店産店消

「店産店消」に関して記載します。

 「地産地消」という、地元でできたものを食べるという話を聞くようになりましたが、今では「店産店消」というコンセプトの店まで登場してきています。例えば、日本サブウェイは2010年7月に東京駅にある丸ビルの地下に「813LAB」という、店の中に植物工場がある店を出店しました。植物工場では、太陽光の代わりに人口工でレタスを照らし、49日間で収穫に至るようになっています。新鮮で安全な野菜をその場でお客様に提供できるというわけです。店内はこの植物工場のレタスを見ながら食事ができるようになっています。

 地産地消や上記の店産店消をコンセプトにする店が増えてきていると聞きます。この目的としては物流時にかかる二酸化炭素の排出量を減らすということと同時に『物流コスト』を減らすという目的があります。日本は非常に食品自給率が低く、多くの食品を輸入に頼っているところがあります。そのこともあり日本はフードマイレージが総量ベースで世界一、かつ国民1人当たりでも世界一というような状況です。(フードマイレージ:食べ物の輸送距離を表す。その計算は重量×距離。食品の生産地と消費地が遠ければフードマイレージは高くなる。)フードマイレージが大きくなれば、輸送距離が増えるわけですから、当然、環境負荷が大きくなりますし、経営的な視点で見て、当然、物流コストも上がります。

 近年、植物工場の数が増えていて、2009年に約50か所だったものが、2012年3月末には127か所まで増加しているそうです。この原因は、政府が補助金を出しているということと、東日本大震災後の“放射能汚染”の問題を抱える被災地復興の手立てとして注目を浴びているということがあるようです。実際の話、植物工場で作られる野菜の生産コストは露地物より高く、植物工場産のレタスの価格が1キログラム当たり1,100円~1,500円に対して、露地物は300円~600円という状況でもあります。しかしながら、居酒屋「北海道」などを経営する「コワロイド」は2億円を投じて神奈川工場に植物工場を設置している企業もあります。理由としてはここ数年も猛暑で葉物野菜を中心に頻繁に価格が高騰しているためです。コワロイドでは今後増産を図り露地物と同じくらいの価格まで持っていこうと考えているようです。
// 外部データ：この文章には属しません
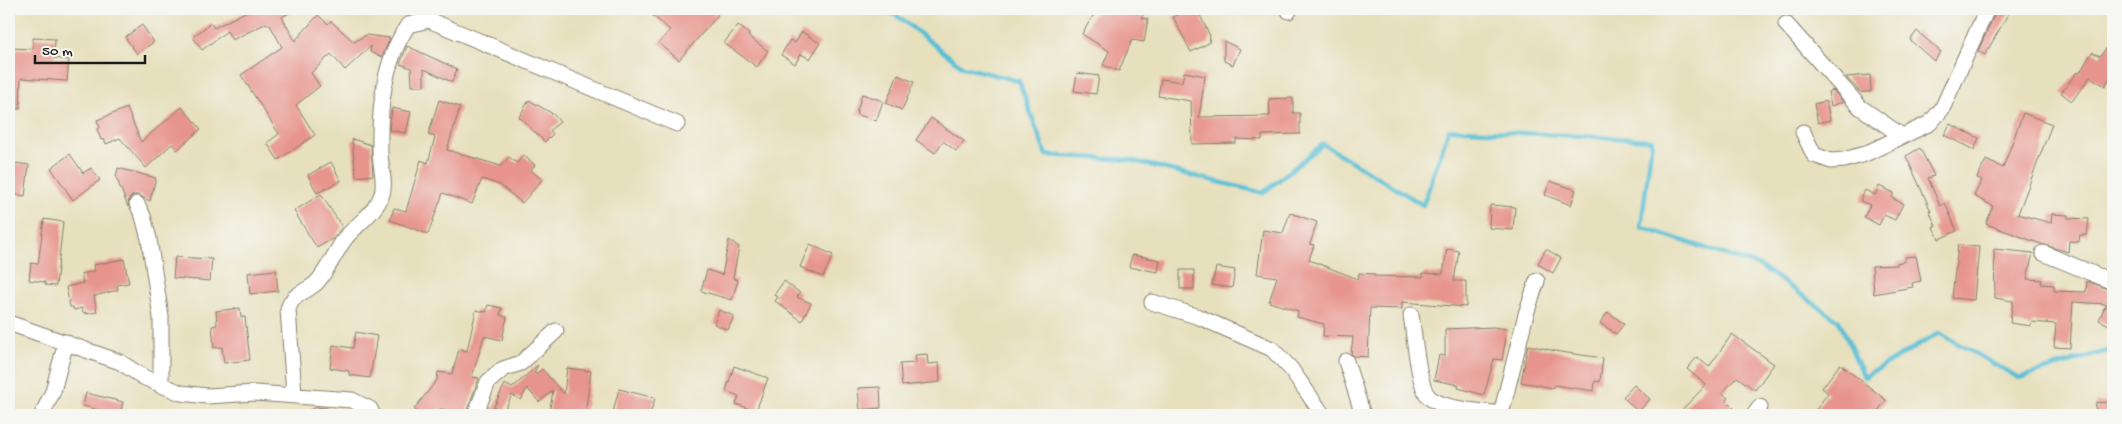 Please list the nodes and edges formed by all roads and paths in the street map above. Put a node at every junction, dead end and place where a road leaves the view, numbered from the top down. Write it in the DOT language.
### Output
graph roads {
  1 [pos="1987,9"];
  2 [pos="1786,24"];
  3 [pos="677,124"];
  4 [pos="1803,132"];
  5 [pos="1902,136"];
  6 [pos="137,204"];
  7 [pos="2043,253"];
  8 [pos="1537,281"];
  9 [pos="2113,282"];
  10 [pos="1152,302"];
  11 [pos="1411,315"];
  12 [pos="9,323"];
  13 [pos="556,331"];
  14 [pos="66,342"];
  15 [pos="1346,361"];
  16 [pos="162,386"];
  17 [pos="294,394"];
  18 [pos="42,415"];
  19 [pos="373,415"];
  20 [pos="475,415"];
  21 [pos="1323,415"];
  22 [pos="1363,415"];
  23 [pos="1502,415"];
  1 -- 5 [label="street"];
  2 -- 5 [label="street"];
  3 -- 17 [label="street"];
  4 -- 5 [label="street"];
  6 -- 16 [label="street"];
  7 -- 9 [label="street"];
  8 -- 23 [label="street"];
  10 -- 21 [label="street"];
  11 -- 23 [label="street"];
  12 -- 14 [label="street"];
  13 -- 20 [label="street"];
  14 -- 16 [label="street"];
  14 -- 18 [label="street"];
  15 -- 22 [label="street"];
  16 -- 17 [label="street"];
  17 -- 19 [label="street"];
} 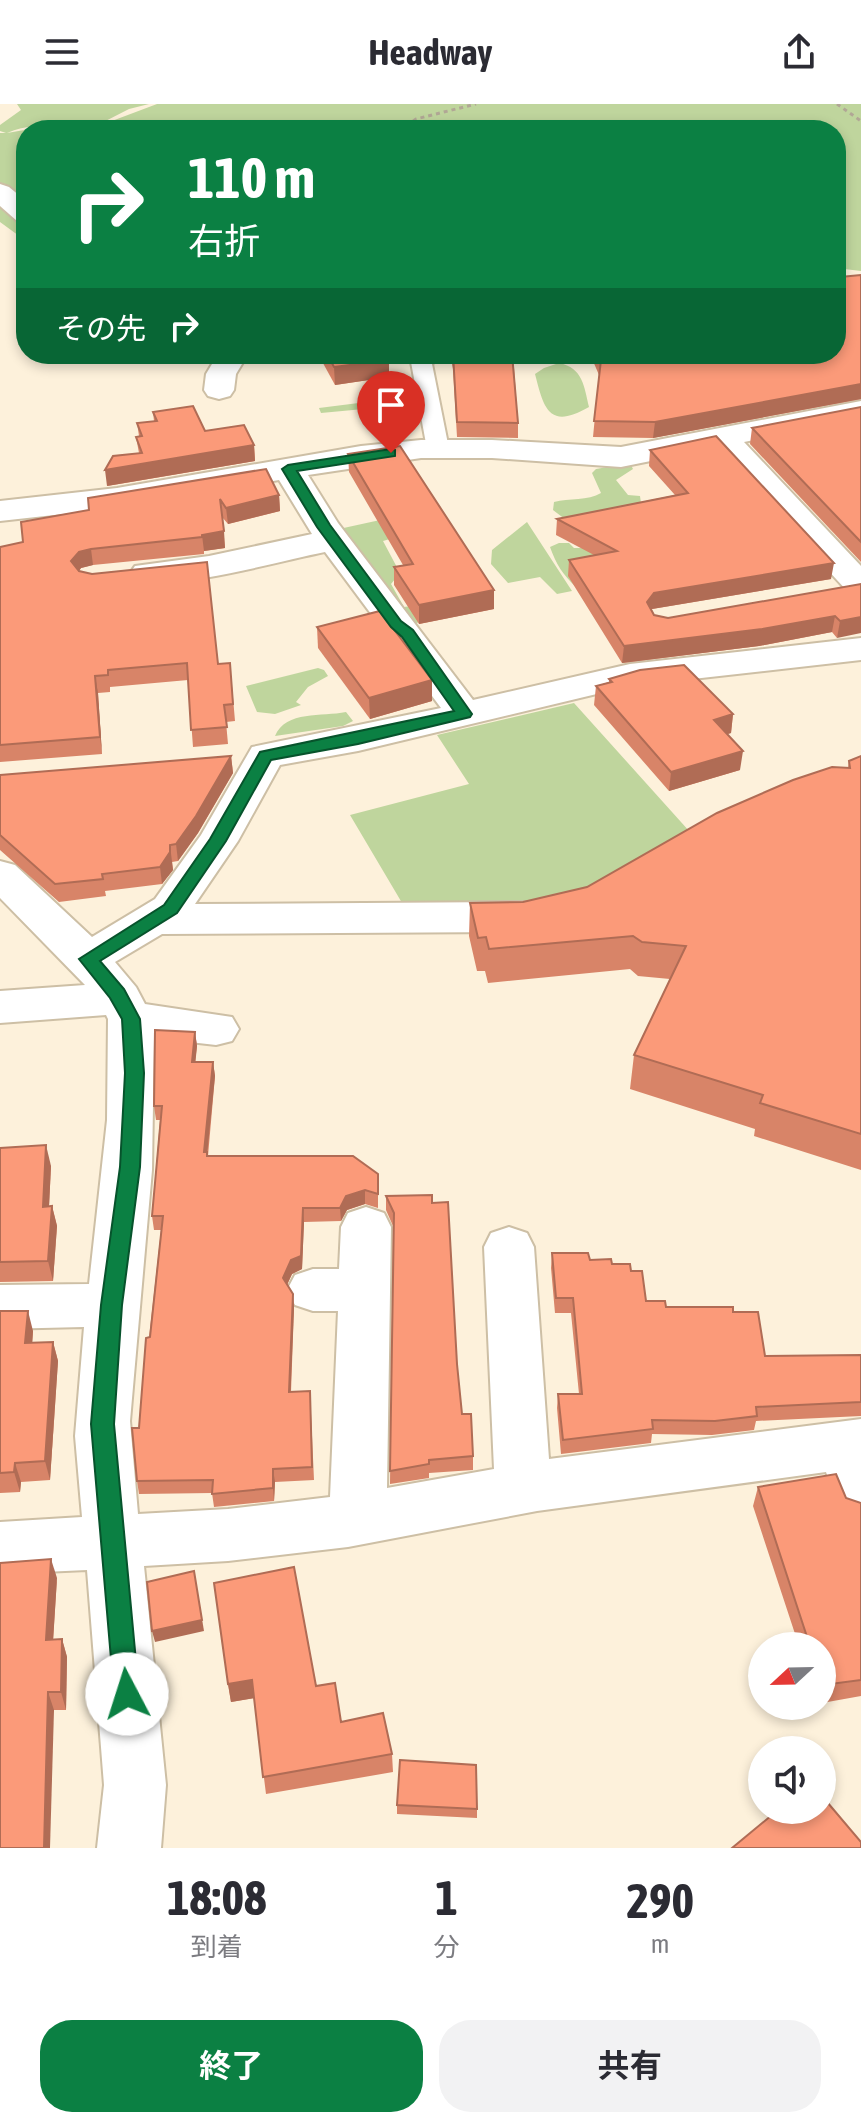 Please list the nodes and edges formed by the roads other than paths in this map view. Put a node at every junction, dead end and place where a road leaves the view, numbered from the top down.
1 (0, 192) edge
2 (16, 206) edge
3 (227, 364) edge
4 (421, 364) edge
5 (219, 390) dead end
6 (861, 410) edge
7 (722, 437) junction
8 (438, 449) junction
9 (288, 469) junction
10 (0, 511) edge
11 (861, 533) edge
12 (333, 540) junction
13 (826, 548) junction
14 (108, 577) edge
15 (861, 586) edge
16 (817, 594) edge
17 (861, 649) edge
18 (464, 714) junction
19 (266, 756) junction
20 (219, 759) edge
21 (0, 875) edge
22 (569, 908) edge
23 (155, 919) junction
24 (88, 959) junction
25 (0, 1007) edge
26 (126, 1008) junction
27 (216, 1029) dead end
28 (366, 1227) dead end
29 (509, 1247) dead end
30 (313, 1290) dead end
31 (364, 1290) junction
32 (111, 1305) junction
33 (0, 1307) edge
34 (853, 1443) edge
35 (523, 1489) junction
36 (861, 1497) edge
37 (358, 1519) junction
38 (113, 1542) junction
39 (0, 1548) edge
40 (129, 1848) edge

1 - 2 street
3 - 5 street
4 - 8 lane
6 - 7 street
7 - 8 street
7 - 13 street
8 - 9 street
9 - 10 street
9 - 12 street
11 - 13 street
12 - 14 street
12 - 18 street
13 - 15 street
15 - 16 street
17 - 18 street
18 - 19 street
19 - 20 street
19 - 23 street
21 - 24 street
22 - 23 street
23 - 24 street
24 - 26 street
25 - 26 street
26 - 27 street
26 - 32 street
28 - 31 street
29 - 35 street
30 - 31 street
31 - 37 street
32 - 33 street
32 - 38 street
34 - 35 street
34 - 36 street
35 - 37 street
37 - 38 street
38 - 39 street
38 - 40 street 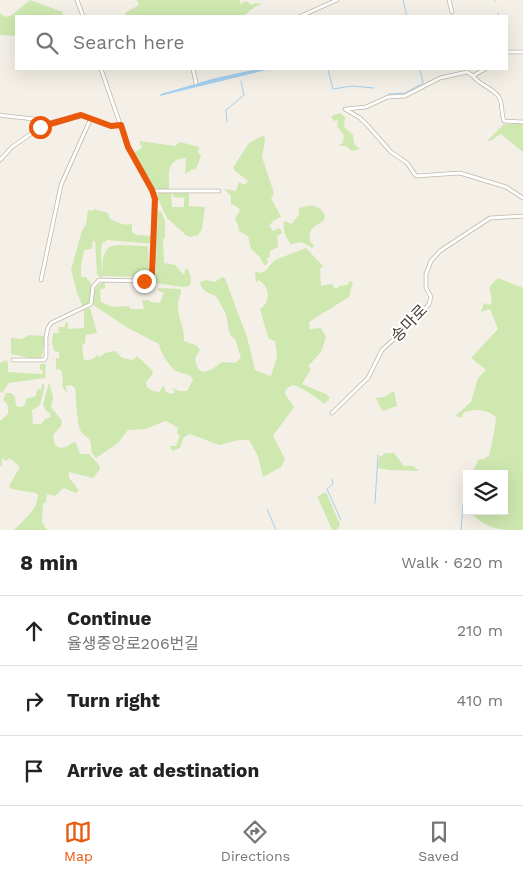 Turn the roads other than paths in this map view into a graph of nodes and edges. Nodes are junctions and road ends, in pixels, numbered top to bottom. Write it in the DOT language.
graph roads {
  1 [pos="77,0"];
  2 [pos="337,0"];
  3 [pos="449,0"];
  4 [pos="452,12"];
  5 [pos="83,15"];
  6 [pos="303,15"];
  7 [pos="508,52"];
  8 [pos="523,52"];
  9 [pos="101,70"];
  10 [pos="193,70"];
  11 [pos="483,70"];
  12 [pos="473,76"];
  13 [pos="196,83"];
  14 [pos="0,115"];
  15 [pos="90,118"];
  16 [pos="523,122"];
  17 [pos="45,124"];
  18 [pos="121,125"];
  19 [pos="0,160"];
  20 [pos="152,190"];
  21 [pos="219,192"];
  22 [pos="523,198"];
  23 [pos="523,216"];
  24 [pos="41,280"];
  25 [pos="13,360"];
  26 [pos="332,414"];
  1 -- 5 [label="street"];
  2 -- 6 [label="street"];
  3 -- 4 [label="street"];
  7 -- 8 [label="street"];
  9 -- 18 [label="street"];
  10 -- 13 [label="street"];
  11 -- 12 [label="street"];
  12 -- 16 [label="street"];
  12 -- 22 [label="street"];
  14 -- 17 [label="street"];
  15 -- 17 [label="street"];
  15 -- 18 [label="street"];
  15 -- 24 [label="street"];
  17 -- 19 [label="street"];
  18 -- 20 [label="street"];
  20 -- 21 [label="street"];
  20 -- 25 [label="street"];
  23 -- 26 [label="street, 송마로"];
}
 店産店消は出来立ての野菜をすぐに食べられますし、運搬に伴う二酸化炭素の発生やコスト増を防ぐことができますので、消費者側から見ても店舗側から見てもイメージが良いものだと考えます。また、今後世界的な食糧難が想定される中で、植物工場のような動きは加速していくようにも思います。最近では自宅で育てられる野菜キッドのようなものも良く売っているように思いますが、今後も「安全」「安心」「コストカット」は企業・個々人ともに重要なポイントになると思います。